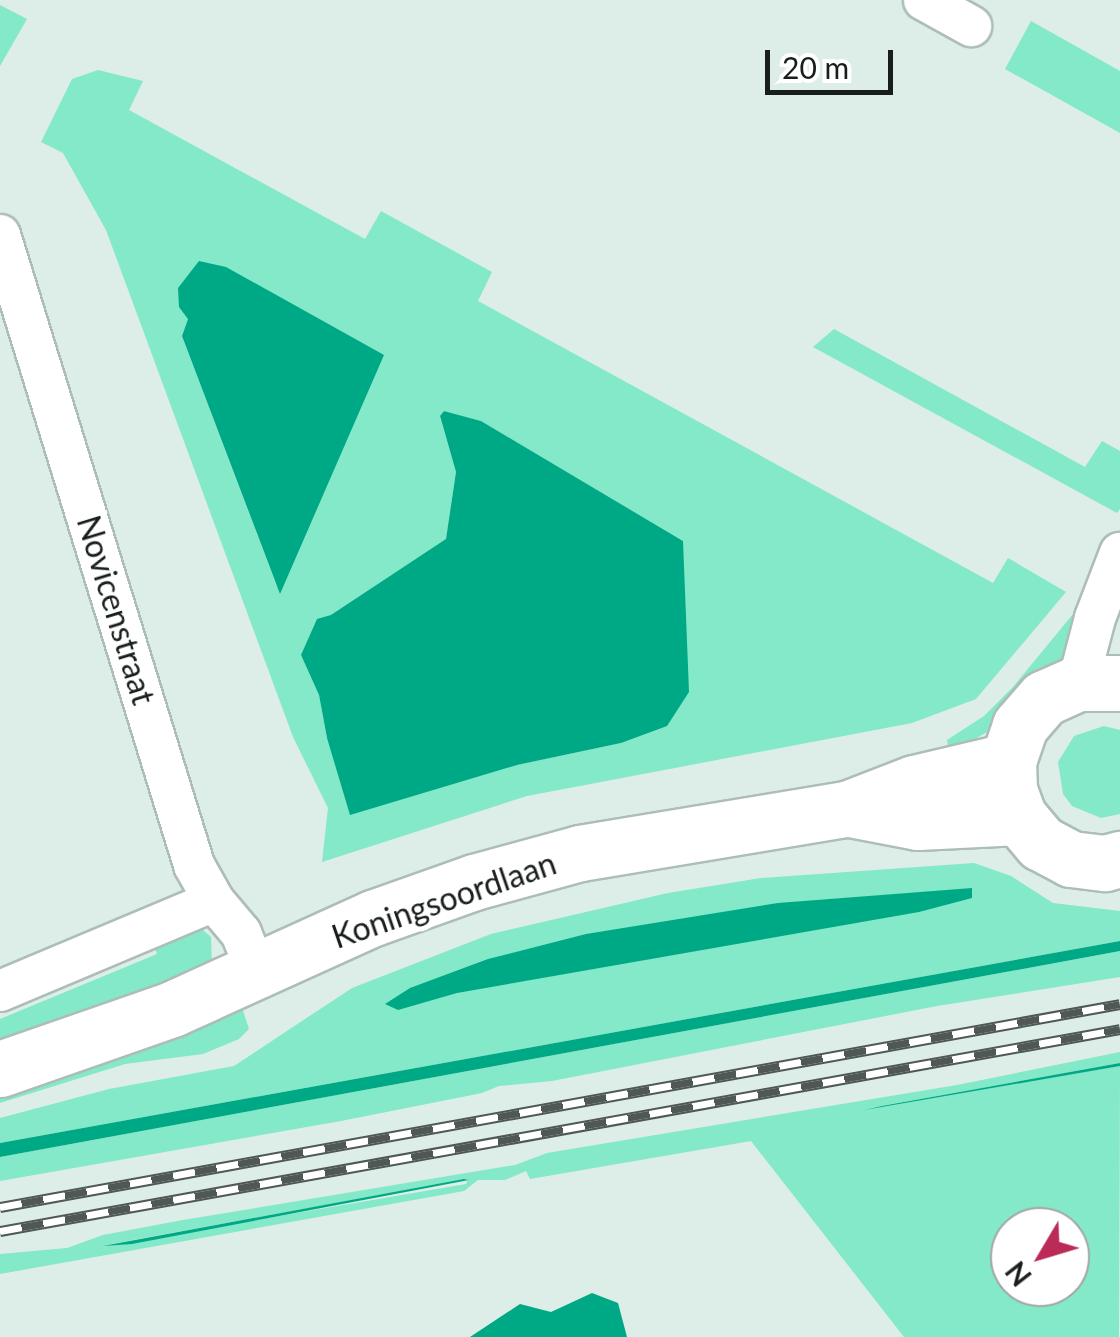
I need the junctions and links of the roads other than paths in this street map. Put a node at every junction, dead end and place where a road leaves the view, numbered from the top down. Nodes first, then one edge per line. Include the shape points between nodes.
1 (924, 0) edge
2 (971, 26) dead end
3 (0, 235) edge
4 (1120, 553) edge
5 (1099, 683) edge
6 (1008, 761) junction
7 (847, 809) junction
8 (1020, 817) junction
9 (1120, 859) edge
10 (214, 901) junction
11 (257, 972) junction
12 (0, 991) edge
13 (0, 1069) edge

1 - 2 street
3 - 10 street, Novicenstraat via 194,866
4 - 5 street via 1094,618
5 - 6 street via 1044,698 1020,726
6 - 7 street, Koningsoordlaan via 928,779
6 - 8 street
7 - 8 street, Koningsoordlaan via 918,822
7 - 11 street, Koningsoordlaan via 580,854 492,878 373,918
8 - 9 street via 1042,843 1071,859
10 - 11 street, Novicenstraat via 241,932
10 - 12 street
11 - 13 street, Koningsoordlaan

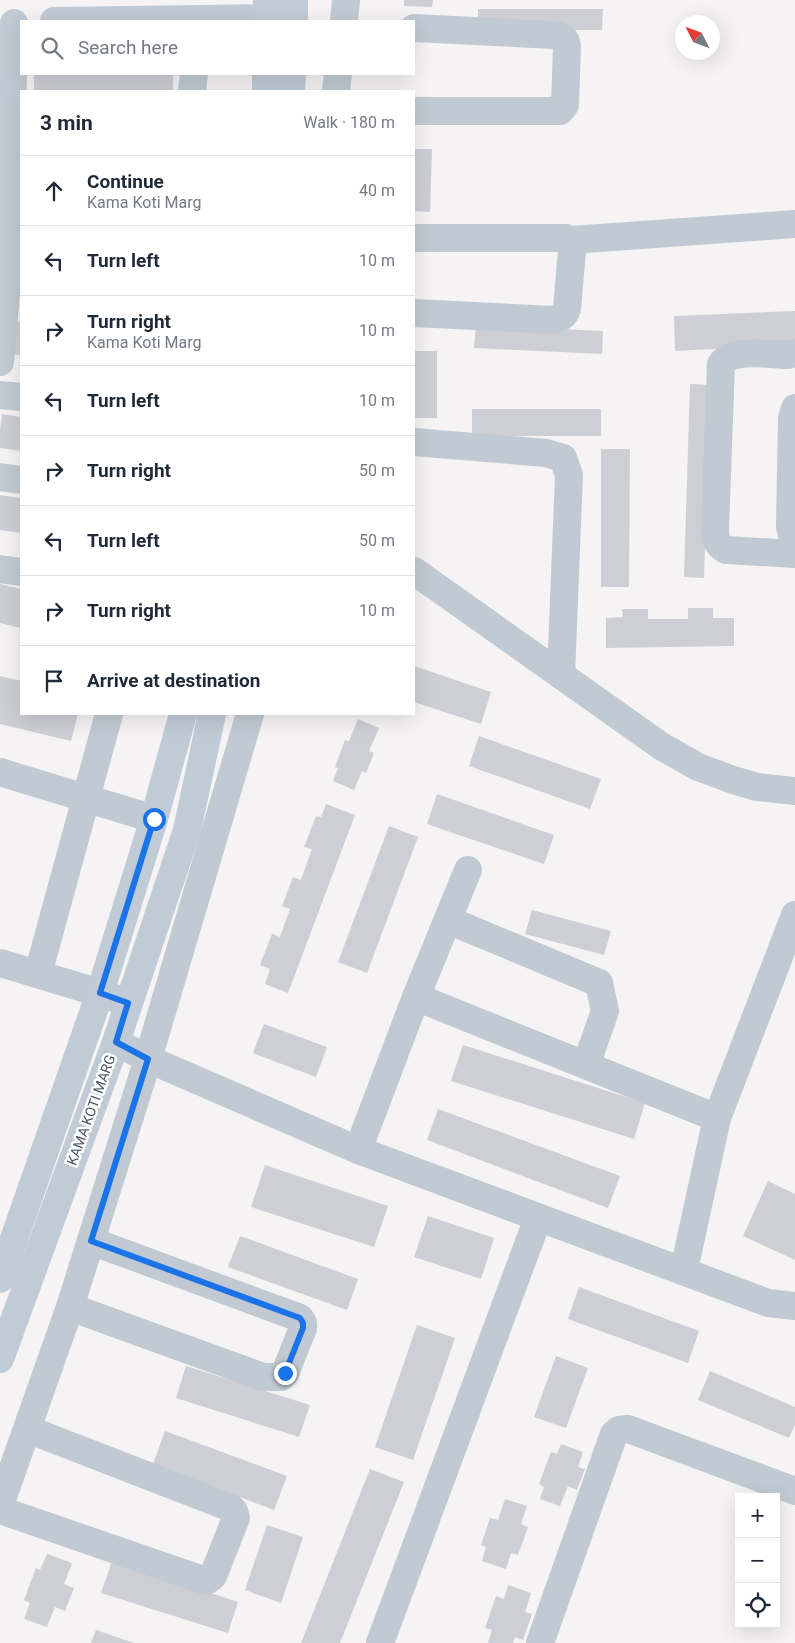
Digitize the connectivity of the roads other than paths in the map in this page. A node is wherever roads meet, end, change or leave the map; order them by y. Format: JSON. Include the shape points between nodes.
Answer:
{"nodes":[{"id":1,"x":62,"y":0,"type":"edge"},
{"id":2,"x":294,"y":0,"type":"edge"},
{"id":3,"x":346,"y":0,"type":"edge"},
{"id":4,"x":267,"y":13,"type":"edge"},
{"id":5,"x":62,"y":20,"type":"edge"},
{"id":6,"x":198,"y":20,"type":"edge"},
{"id":7,"x":294,"y":20,"type":"edge"},
{"id":8,"x":344,"y":20,"type":"edge"},
{"id":9,"x":12,"y":23,"type":"edge"},
{"id":10,"x":415,"y":28,"type":"edge"},
{"id":11,"x":194,"y":75,"type":"edge"},
{"id":12,"x":266,"y":75,"type":"edge"},
{"id":13,"x":292,"y":75,"type":"edge"},
{"id":14,"x":338,"y":75,"type":"edge"},
{"id":15,"x":192,"y":90,"type":"edge"},
{"id":16,"x":266,"y":90,"type":"edge"},
{"id":17,"x":291,"y":90,"type":"edge"},
{"id":18,"x":336,"y":90,"type":"edge"},
{"id":19,"x":415,"y":111,"type":"edge"},
{"id":20,"x":17,"y":125,"type":"edge"},
{"id":21,"x":17,"y":215,"type":"edge"},
{"id":22,"x":795,"y":224,"type":"edge"},
{"id":23,"x":415,"y":238,"type":"edge"},
{"id":24,"x":571,"y":240,"type":"junction"},
{"id":25,"x":14,"y":300,"type":"edge"},
{"id":26,"x":415,"y":313,"type":"edge"},
{"id":27,"x":795,"y":353,"type":"edge"},
{"id":28,"x":0,"y":362,"type":"edge"},
{"id":29,"x":0,"y":395,"type":"edge"},
{"id":30,"x":20,"y":397,"type":"edge"},
{"id":31,"x":795,"y":408,"type":"edge"},
{"id":32,"x":415,"y":442,"type":"edge"},
{"id":33,"x":0,"y":477,"type":"edge"},
{"id":34,"x":20,"y":480,"type":"edge"},
{"id":35,"x":793,"y":533,"type":"edge"},
{"id":36,"x":795,"y":554,"type":"edge"},
{"id":37,"x":0,"y":569,"type":"edge"},
{"id":38,"x":20,"y":572,"type":"edge"},
{"id":39,"x":415,"y":572,"type":"edge"},
{"id":40,"x":561,"y":675,"type":"junction"},
{"id":41,"x":109,"y":715,"type":"edge"},
{"id":42,"x":183,"y":715,"type":"edge"},
{"id":43,"x":212,"y":715,"type":"edge"},
{"id":44,"x":250,"y":715,"type":"edge"},
{"id":45,"x":0,"y":772,"type":"edge"},
{"id":46,"x":795,"y":792,"type":"edge"},
{"id":47,"x":87,"y":798,"type":"junction"},
{"id":48,"x":154,"y":819,"type":"junction"},
{"id":49,"x":468,"y":870,"type":"dead end"},
{"id":50,"x":795,"y":915,"type":"edge"},
{"id":51,"x":448,"y":920,"type":"junction"},
{"id":52,"x":0,"y":963,"type":"edge"},
{"id":53,"x":38,"y":974,"type":"junction"},
{"id":54,"x":100,"y":993,"type":"junction"},
{"id":55,"x":416,"y":997,"type":"junction"},
{"id":56,"x":128,"y":1003,"type":"junction"},
{"id":57,"x":116,"y":1042,"type":"junction"},
{"id":58,"x":148,"y":1059,"type":"junction"},
{"id":59,"x":586,"y":1065,"type":"junction"},
{"id":60,"x":717,"y":1118,"type":"junction"},
{"id":61,"x":358,"y":1150,"type":"junction"},
{"id":62,"x":538,"y":1218,"type":"junction"},
{"id":63,"x":91,"y":1241,"type":"junction"},
{"id":64,"x":684,"y":1270,"type":"junction"},
{"id":65,"x":0,"y":1279,"type":"edge"},
{"id":66,"x":795,"y":1306,"type":"edge"},
{"id":67,"x":70,"y":1307,"type":"junction"},
{"id":68,"x":0,"y":1358,"type":"edge"},
{"id":69,"x":27,"y":1429,"type":"junction"},
{"id":70,"x":795,"y":1490,"type":"edge"},
{"id":71,"x":0,"y":1505,"type":"edge"},
{"id":72,"x":0,"y":1510,"type":"edge"},
{"id":73,"x":380,"y":1643,"type":"edge"},
{"id":74,"x":540,"y":1643,"type":"edge"}],
"edges":[{"from":1,"to":5,"type":"street"},
{"from":2,"to":7,"type":"street"},
{"from":3,"to":8,"type":"street"},
{"from":4,"to":6,"type":"street"},
{"from":9,"to":20,"type":"street"},
{"from":10,"to":19,"type":"street","via":[[559,36],[566,40],[567,46],[565,105],[560,111]]},
{"from":11,"to":15,"type":"street"},
{"from":12,"to":16,"type":"street"},
{"from":13,"to":17,"type":"street"},
{"from":14,"to":18,"type":"street"},
{"from":20,"to":21,"type":"street"},
{"from":21,"to":25,"type":"street"},
{"from":22,"to":24,"type":"street"},
{"from":23,"to":24,"type":"street"},
{"from":24,"to":26,"type":"street","via":[[567,310],[558,319]]},
{"from":25,"to":28,"type":"street"},
{"from":27,"to":36,"type":"street","via":[[740,354],[727,358],[721,364],[714,530],[715,540],[726,550]]},
{"from":29,"to":30,"type":"street"},
{"from":31,"to":35,"type":"street","via":[[792,418]]},
{"from":32,"to":40,"type":"street","via":[[546,453],[563,458],[570,475]]},
{"from":33,"to":34,"type":"street"},
{"from":37,"to":38,"type":"street"},
{"from":39,"to":40,"type":"street"},
{"from":40,"to":46,"type":"street","via":[[661,746],[698,767],[757,787]]},
{"from":41,"to":47,"type":"street"},
{"from":42,"to":48,"type":"street"},
{"from":43,"to":56,"type":"street","name":"KAMA KOTI MARG","via":[[187,830]]},
{"from":44,"to":58,"type":"street"},
{"from":45,"to":47,"type":"street"},
{"from":47,"to":48,"type":"street"},
{"from":47,"to":53,"type":"street"},
{"from":48,"to":54,"type":"street"},
{"from":49,"to":51,"type":"street"},
{"from":50,"to":60,"type":"street"},
{"from":51,"to":55,"type":"street"},
{"from":51,"to":59,"type":"street","via":[[599,983],[605,1011]]},
{"from":52,"to":53,"type":"street"},
{"from":53,"to":54,"type":"street"},
{"from":54,"to":56,"type":"street"},
{"from":54,"to":65,"type":"street"},
{"from":55,"to":59,"type":"street"},
{"from":55,"to":61,"type":"street"},
{"from":56,"to":57,"type":"street","name":"KAMA KOTI MARG"},
{"from":57,"to":58,"type":"street"},
{"from":57,"to":68,"type":"street","name":"KAMA KOTI MARG"},
{"from":58,"to":61,"type":"street"},
{"from":58,"to":63,"type":"street"},
{"from":59,"to":60,"type":"street"},
{"from":60,"to":64,"type":"street"},
{"from":61,"to":62,"type":"street"},
{"from":62,"to":64,"type":"street"},
{"from":62,"to":73,"type":"street"},
{"from":63,"to":67,"type":"street"},
{"from":63,"to":67,"type":"street","via":[[300,1318],[303,1328],[285,1373],[281,1377],[263,1377]]},
{"from":64,"to":66,"type":"street","via":[[768,1303]]},
{"from":67,"to":69,"type":"street"},
{"from":69,"to":71,"type":"street"},
{"from":69,"to":72,"type":"street","via":[[231,1508],[236,1518],[213,1576],[206,1581]]},
{"from":70,"to":74,"type":"street","via":[[628,1429],[619,1430],[614,1434]]}]}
----------------------------------------
TRY IT >> Only an exact copy is wanted: the lines from the opening of the material through the line that has "Digitize the connectivity", minus any pictures.

RESPONSE >>
I need the junctions and links of the roads other than paths in this street map. Put a node at every junction, dead end and place where a road leaves the view, numbered from the top down. Nodes first, then one edge per line. Include the shape points between nodes.
1 (924, 0) edge
2 (971, 26) dead end
3 (0, 235) edge
4 (1120, 553) edge
5 (1099, 683) edge
6 (1008, 761) junction
7 (847, 809) junction
8 (1020, 817) junction
9 (1120, 859) edge
10 (214, 901) junction
11 (257, 972) junction
12 (0, 991) edge
13 (0, 1069) edge

1 - 2 street
3 - 10 street, Novicenstraat via 194,866
4 - 5 street via 1094,618
5 - 6 street via 1044,698 1020,726
6 - 7 street, Koningsoordlaan via 928,779
6 - 8 street
7 - 8 street, Koningsoordlaan via 918,822
7 - 11 street, Koningsoordlaan via 580,854 492,878 373,918
8 - 9 street via 1042,843 1071,859
10 - 11 street, Novicenstraat via 241,932
10 - 12 street
11 - 13 street, Koningsoordlaan

Digitize the connectivity of the roads other than paths in the map in this page. A node is wherever roads meet, end, change or leave the map; order them by y. Format: JSON. Include the shape points between nodes.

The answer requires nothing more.